No, you can invest money. But investing should not be mandatory just to keep your wealth from rotting.



> The problem is that the government keeps printing money […]

Except that it doesn't. Money is created by private banks through credit (loan, mortgage) creation:

* https://www.bankofengland.co.uk/quarterly-bulletin/2014/q1/m...

* https://www.bankofengland.co.uk/explainers/how-is-money-crea...

> […] so my bills under my mattress or buried in my backyard keep dropping in value.

Yes, this is a feature: the discouragement of the non-productive uses of capital and hoarding à la Scrooge McDuck.

> No, you can invest money.

Most people actually save and do not invest:

* https://www.pragcap.com/saving-is-not-the-key-to-financial-s...

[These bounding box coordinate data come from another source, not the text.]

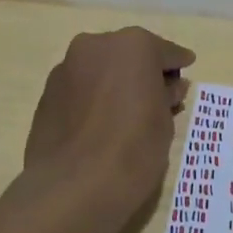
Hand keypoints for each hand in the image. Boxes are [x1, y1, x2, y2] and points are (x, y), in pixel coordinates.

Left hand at [21, 28, 194, 210]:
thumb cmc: (133, 149)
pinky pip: (80, 89)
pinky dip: (92, 99)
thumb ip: (167, 97)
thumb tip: (168, 88)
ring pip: (100, 70)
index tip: (186, 70)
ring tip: (125, 113)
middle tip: (156, 96)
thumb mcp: (165, 123)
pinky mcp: (46, 94)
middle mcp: (96, 46)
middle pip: (128, 55)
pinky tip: (100, 124)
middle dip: (142, 72)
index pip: (165, 52)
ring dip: (114, 83)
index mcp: (133, 45)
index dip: (177, 64)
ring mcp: (66, 68)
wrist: (73, 187)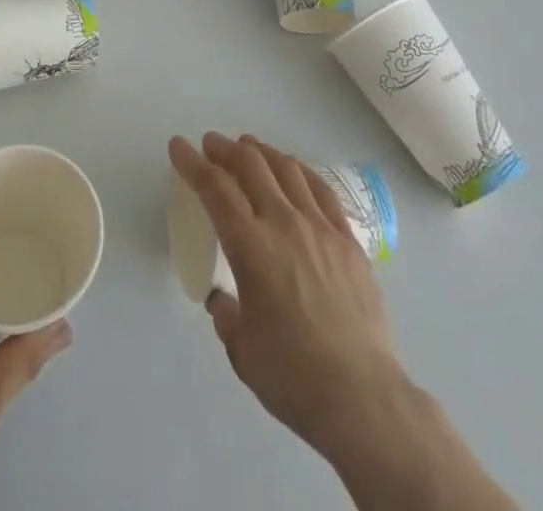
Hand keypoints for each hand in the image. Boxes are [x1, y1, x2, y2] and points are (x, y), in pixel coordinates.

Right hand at [169, 133, 518, 510]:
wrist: (364, 399)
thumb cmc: (293, 378)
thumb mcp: (241, 350)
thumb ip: (226, 315)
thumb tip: (222, 298)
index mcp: (251, 247)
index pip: (214, 188)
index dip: (192, 162)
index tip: (178, 146)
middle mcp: (284, 224)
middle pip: (250, 165)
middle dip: (225, 148)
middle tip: (211, 144)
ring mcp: (320, 228)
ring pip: (286, 169)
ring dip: (261, 152)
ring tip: (248, 148)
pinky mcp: (348, 240)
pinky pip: (321, 190)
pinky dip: (300, 171)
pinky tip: (293, 170)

> Yes, this is a feature: the discouragement of the non-productive uses of capital and hoarding à la Scrooge McDuck.

I sincerely doubt that "disouragement of the non-productive uses of capital" is the main reason for inflation. Linear tax on having money would do much better. Besides, except for a pathological example where scarcity of money causes deflation, why would it matter if someone is hoarding money?

If they're saving for something that costs e.g. 10 years wage, "hoarding" money is the only way they'd ever save that much. But with constant inflation, it's basically impossible - the only way to "save" money for something that expensive is to take a loan... Which again seems to lead back into banks' pockets. Who actually hoard money.

The game seems rigged, and all "explanations" for inflation just sound like bad lies given by Wall Street brokers high on coke.